When you were small, chances are you finished a project, sent the invoice and got paid. But as you grow and start to take on bigger projects and clients, this isn’t always the case. Projects lasting several months, retainers and upfront payments can all play havoc on your balance sheets. This is where ‘revenue recognition’ comes in.
There are any number of reasons why a client might ask you to change the way you invoice or the timings of your billing. It could be to ringfence their budget before year end. It could be for a specific job. Or it could be just as a pot of money they can ask you to work through as needed. This is when your revenue management can start to get tricky. You start to see peaks and troughs in your revenue and struggle to establish true profits for each job.
For example, you might see a high revenue in December when clients ask you to bill for their remaining budget. But you don’t complete the work until the following year. You’ve got the money, but you don’t yet know how much of this revenue is profit. So essentially it needs to sit on your balance sheet but not be declared as profit until you know the figures.
This is where revenue management comes in.
Revenue management gives you a more accurate view of revenue and helps prevent spikes in your profit and loss. It works by assigning (or ‘recognising’) the revenue to the month it’s actually spent, used or going to be spent. And taking into account when costs are spent against the revenue. So you can forecast effectively and track against monthly targets.
You use a system called accruals and deferrals to make sure the revenue is allocated to the right time period.
An accrual means bringing your expenses or revenue forward to the current period. For example, if you’ve completed a project but not yet invoiced, revenue would be accrued against the month the work was done. Equally, if you’ve received goods or services from a supplier for a project but haven’t yet been invoiced, you would still want to record the costs for the correct month.
Conversely, if you invoice or are paid upfront, you need to defer the revenue — take it out of your profit and loss and add it to your balance sheet — and accrue it as and when the work is completed.
Essentially, an accrual brings a transaction forward while a deferral delays it.
When to start thinking about revenue management
It’s always a good idea to have processes in place. But really, as you grow this starts to become essential.
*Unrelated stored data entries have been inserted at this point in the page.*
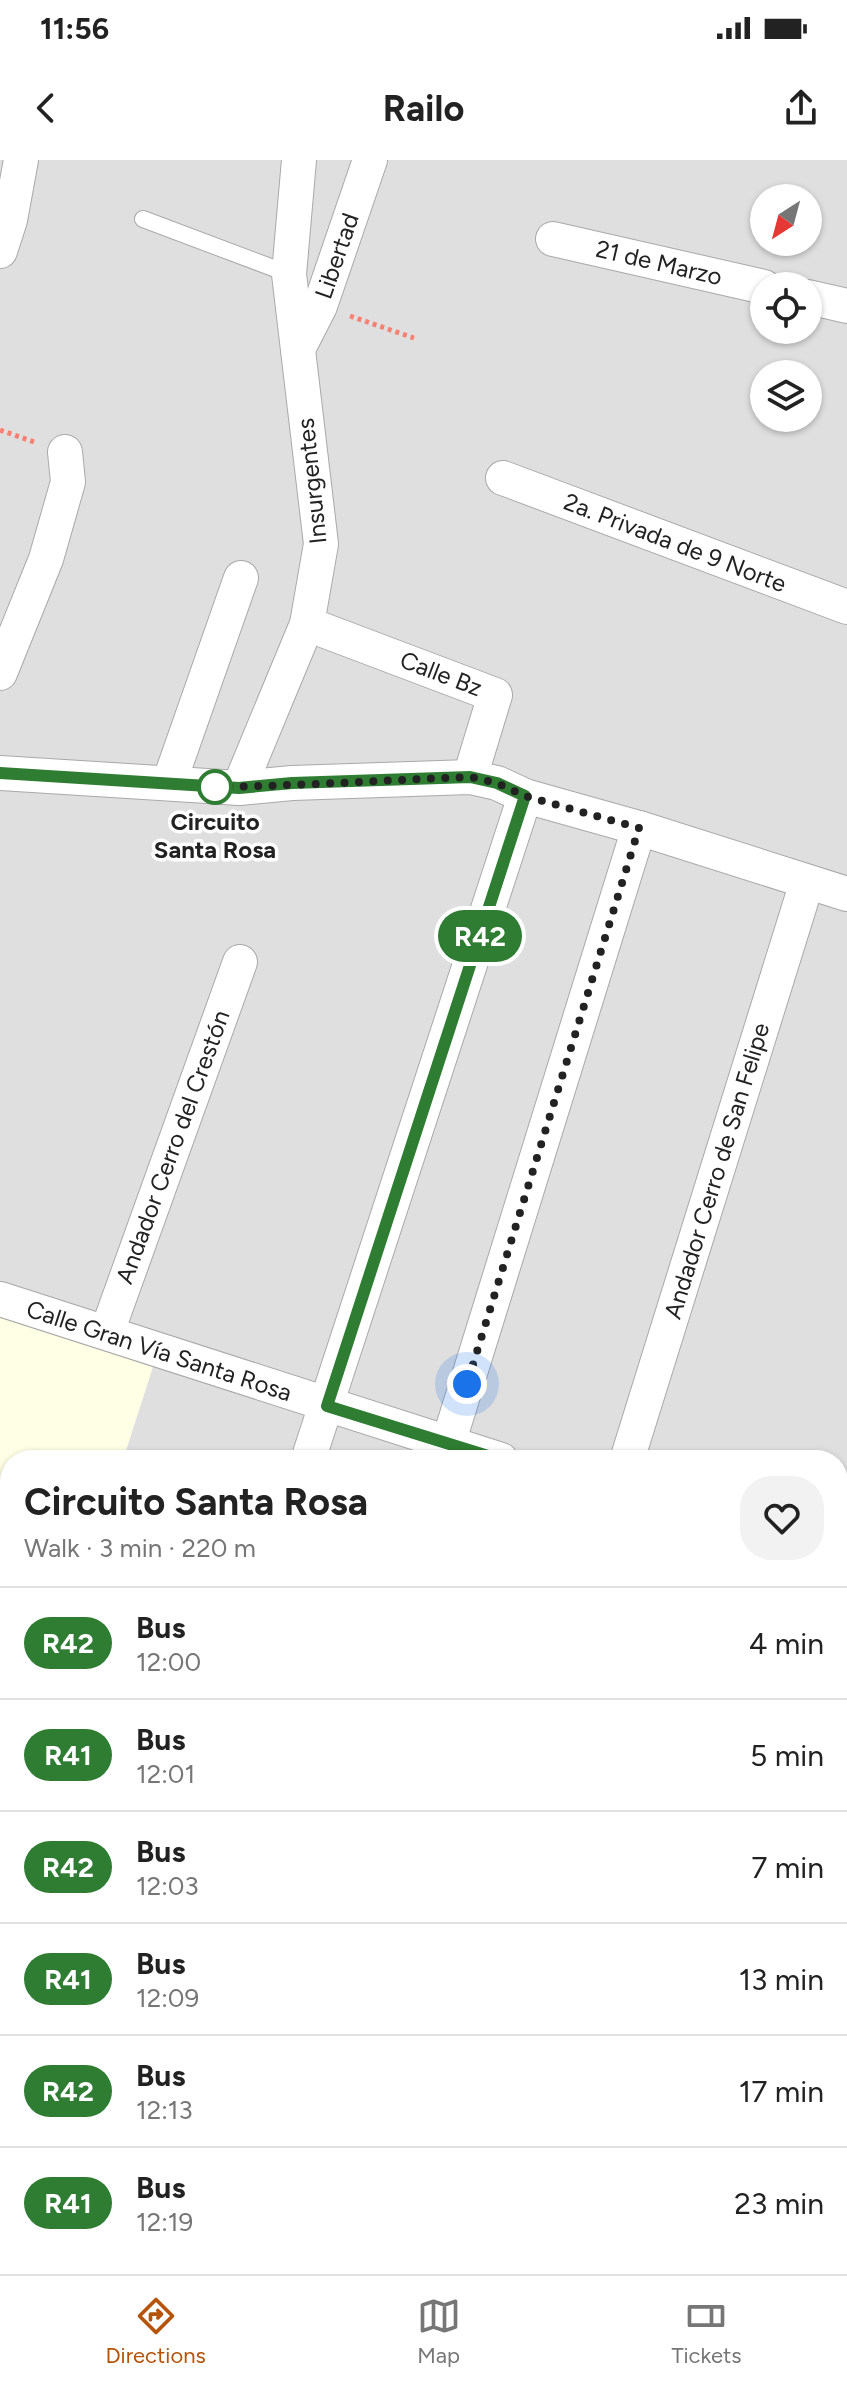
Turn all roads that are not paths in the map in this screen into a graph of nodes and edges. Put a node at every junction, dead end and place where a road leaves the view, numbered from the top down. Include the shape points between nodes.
1 (21, 160) edge
2 (299, 160) edge
3 (370, 160) edge
4 (143, 219) dead end
5 (553, 239) dead end
6 (0, 251) edge
7 (289, 274) junction
8 (750, 284) edge
9 (822, 300) edge
10 (847, 306) edge
11 (298, 349) junction
12 (65, 452) dead end
13 (503, 478) dead end
14 (241, 578) dead end
15 (847, 606) edge
16 (307, 624) junction
17 (0, 673) edge
18 (0, 773) edge
19 (470, 777) junction
20 (169, 783) junction
21 (239, 788) junction
22 (525, 796) junction
23 (639, 828) junction
24 (807, 882) junction
25 (847, 894) edge
26 (240, 962) dead end
27 (0, 1299) edge
28 (107, 1332) junction
29 (327, 1406) junction
30 (312, 1450) edge
31 (443, 1450) edge
32 (446, 1450) edge
33 (630, 1450) edge

1 - 6 street
2 - 7 street, Insurgentes
3 - 11 street, Libertad via 320,306
4 - 7 lane
5 - 8 street, 21 de Marzo
7 - 11 street, Insurgentes
9 - 10 street
11 - 16 street, Insurgentes via 321,544
12 - 17 street via 68,482 50,547
13 - 15 street, 2a. Privada de 9 Norte
14 - 20 street
16 - 19 street, Calle Bz via 495,695
16 - 21 street, Insurgentes
18 - 20 street
19 - 21 street
19 - 22 street
20 - 21 street
22 - 23 street
22 - 29 street
23 - 24 street
23 - 32 street
24 - 25 street
24 - 33 street, Andador Cerro de San Felipe
26 - 28 street, Andador Cerro del Crestón
27 - 28 street, Calle Gran Vía Santa Rosa
28 - 29 street, Calle Gran Vía Santa Rosa
29 - 30 street
29 - 31 street, Calle Gran Vía Santa Rosa

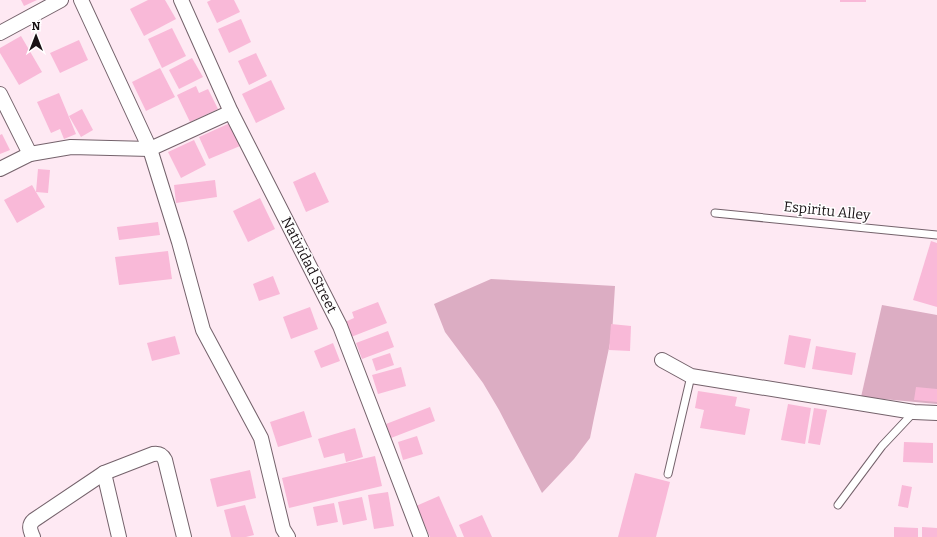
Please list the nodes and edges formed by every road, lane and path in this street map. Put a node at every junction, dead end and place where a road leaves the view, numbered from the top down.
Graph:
1 (61, 0) edge
2 (81, 0) edge
3 (181, 0) edge
4 (0, 33) edge
5 (0, 94) edge
6 (231, 112) junction
7 (150, 150) junction
8 (30, 154) junction
9 (0, 169) edge
10 (715, 213) dead end
11 (937, 235) edge
12 (662, 360) dead end
13 (692, 376) junction
14 (914, 412) junction
15 (937, 413) edge
16 (104, 473) junction
17 (668, 474) dead end
18 (838, 505) dead end
19 (33, 537) edge
20 (119, 537) edge
21 (184, 537) edge
22 (288, 537) edge
23 (421, 537) edge

1 - 4 street
2 - 7 street
3 - 6 street, Natividad Street
5 - 8 street
6 - 7 street
6 - 23 street, Natividad Street
7 - 8 street
7 - 22 street
8 - 9 street
10 - 11 lane, Espiritu Alley
12 - 13 street
13 - 14 street
13 - 17 lane
14 - 15 street
14 - 18 lane
16 - 19 street
16 - 20 street
16 - 21 street

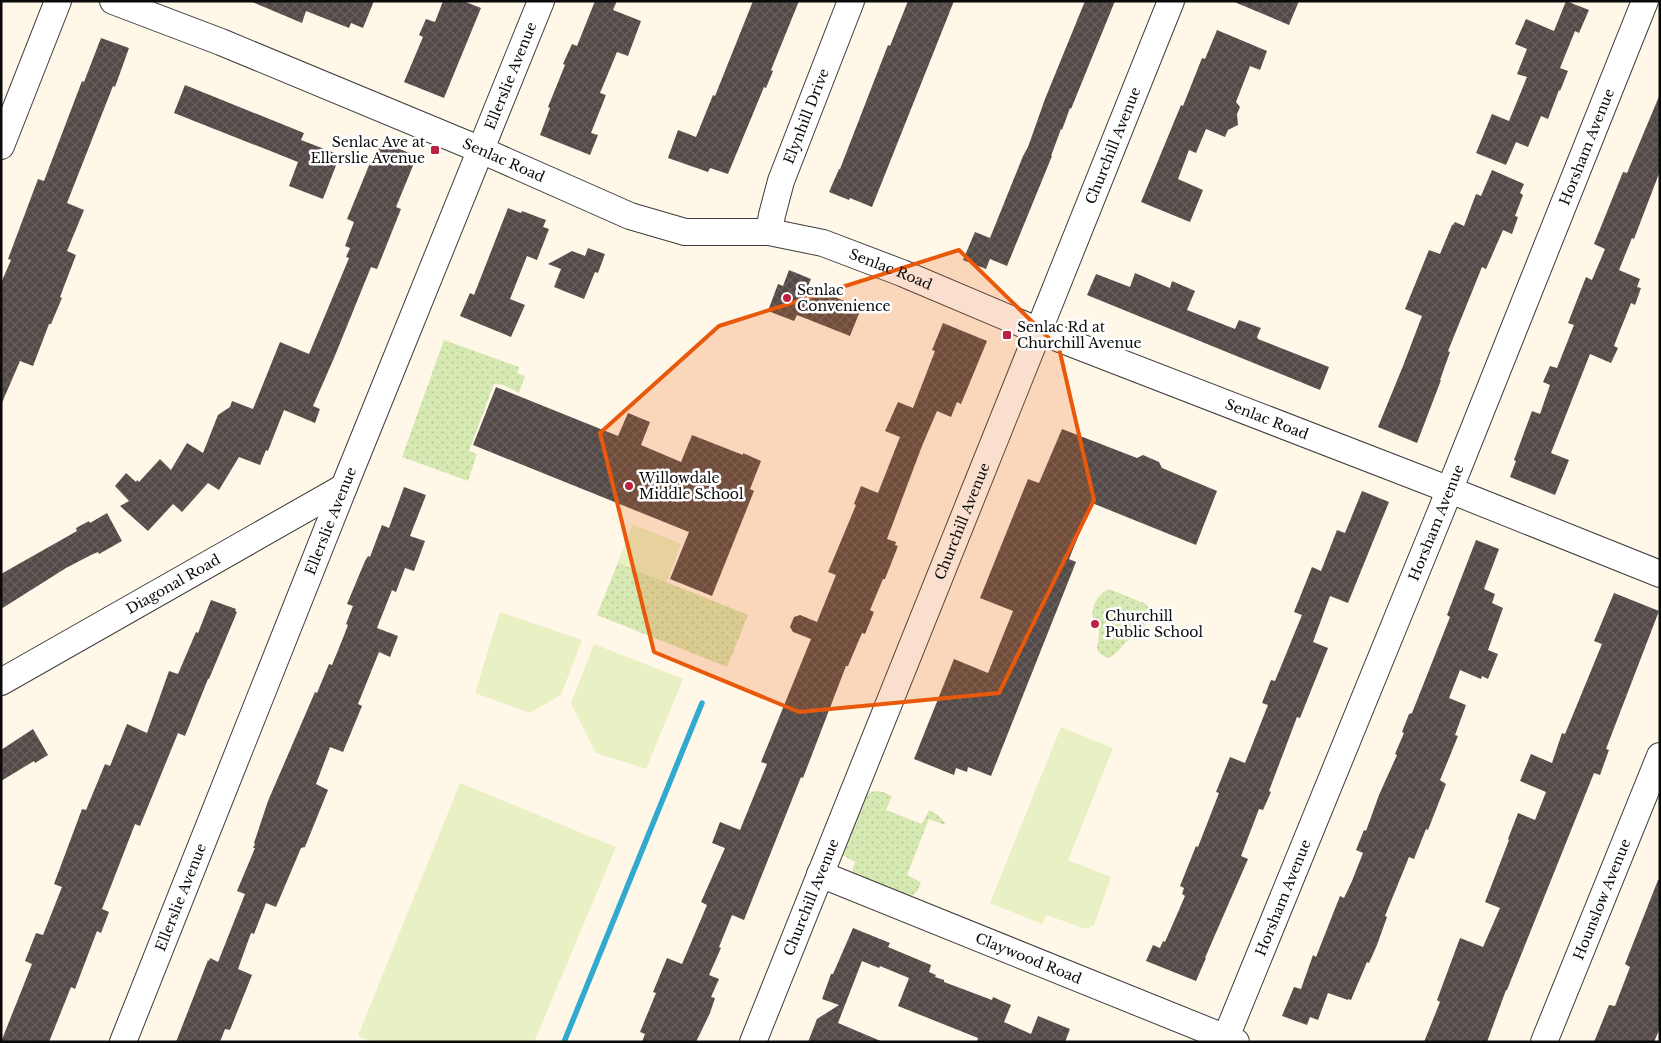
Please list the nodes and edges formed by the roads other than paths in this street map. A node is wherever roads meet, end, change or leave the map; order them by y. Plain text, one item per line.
1 (58, 1) edge
2 (113, 1) edge
3 (541, 1) edge
4 (851, 1) edge
5 (1171, 1) edge
6 (1645, 1) edge
7 (1, 146) edge
8 (481, 150) junction
9 (769, 232) junction
10 (1038, 331) junction
11 (344, 487) junction
12 (1450, 490) junction
13 (1660, 574) edge
14 (1, 682) edge
15 (1660, 756) edge
16 (820, 874) junction
17 (1229, 1040) edge
18 (123, 1042) edge
19 (753, 1042) edge
20 (1544, 1042) edge

1 - 7 street
2 - 8 street, Senlac Road
3 - 8 street, Ellerslie Avenue
4 - 9 street, Elynhill Drive
5 - 10 street, Churchill Avenue
6 - 12 street, Horsham Avenue
8 - 9 street, Senlac Road
8 - 11 street, Ellerslie Avenue
9 - 10 street, Senlac Road
10 - 12 street, Senlac Road
10 - 16 street, Churchill Avenue
11 - 14 street, Diagonal Road
11 - 18 street, Ellerslie Avenue
12 - 13 street, Senlac Road
12 - 17 street, Horsham Avenue
15 - 20 street, Hounslow Avenue
16 - 17 street, Claywood Road
16 - 19 street, Churchill Avenue

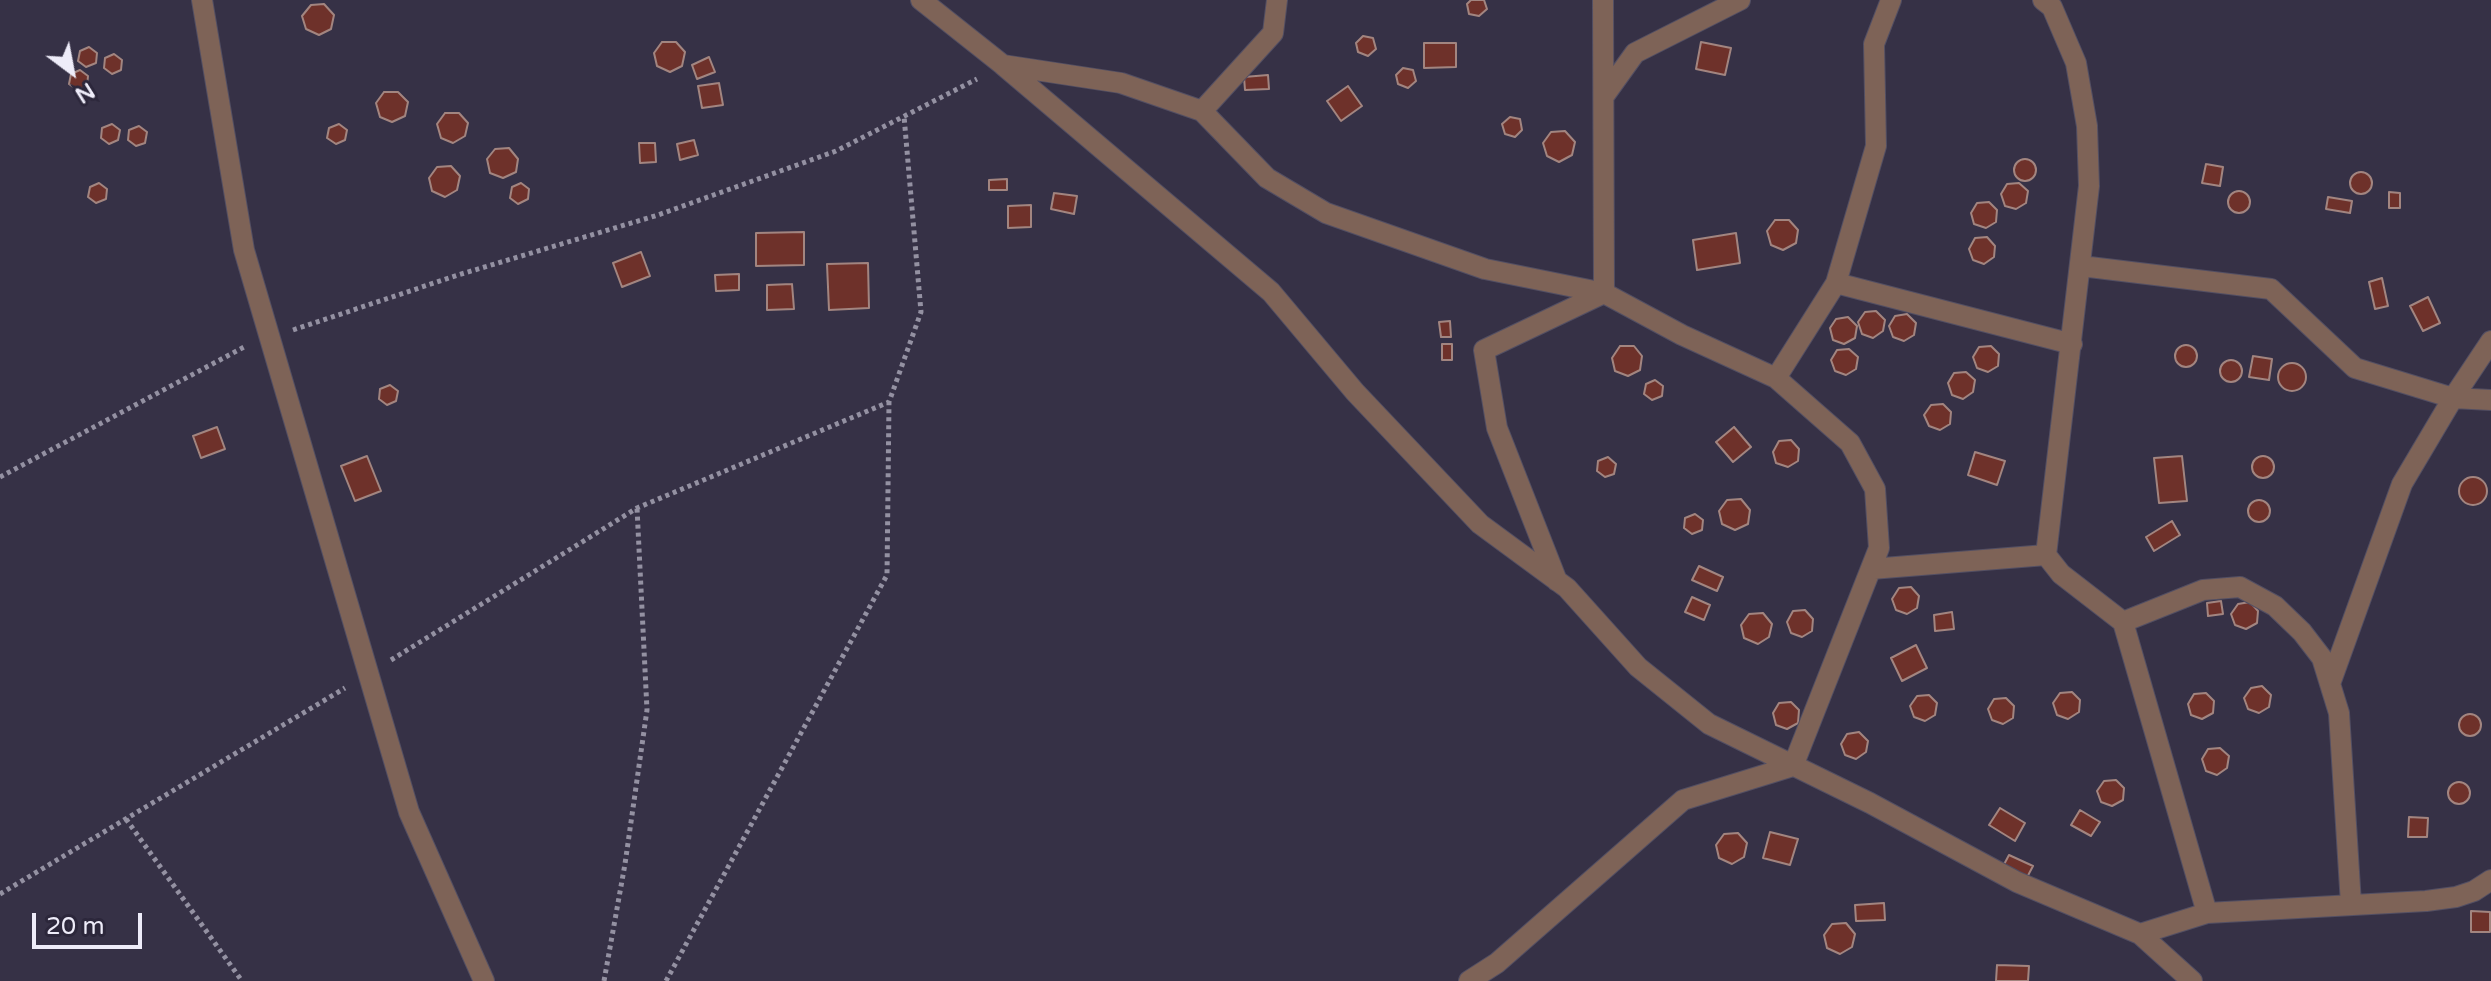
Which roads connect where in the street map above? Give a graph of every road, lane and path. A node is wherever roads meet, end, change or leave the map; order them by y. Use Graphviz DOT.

You’ll be taking on bigger jobs and bigger clients, which generally means a shift in the way you invoice and receive payments. As soon as you start invoicing in advance of completing work, you need to get your process up and running.
You can do this a few ways. One option is to use a spreadsheet to track the pot of money. Itemise what’s been spent (with dates and details) and what’s remaining. This enables you to calculate how much revenue and costs you can post to your project each month.
But… this relies on someone manually tracking and remembering to add every single detail, which is clearly a mammoth task. Ideally, your agency management software should help make lighter work of this. In my last agency, I used Synergist software which allows you to recognise and defer revenue on individual jobs or all jobs, and run accounts reports at month end, saving us loads of admin time!
Being paid large amounts of money upfront can seem brilliant in theory. But until this money is earned (recognised) you need to manage it carefully. Otherwise you’ll be constantly playing catch-up and could end up operating at a loss. Once you get into the right habits, however, you’ll be able to effectively allocate your revenue and have a clear understanding of profits per project.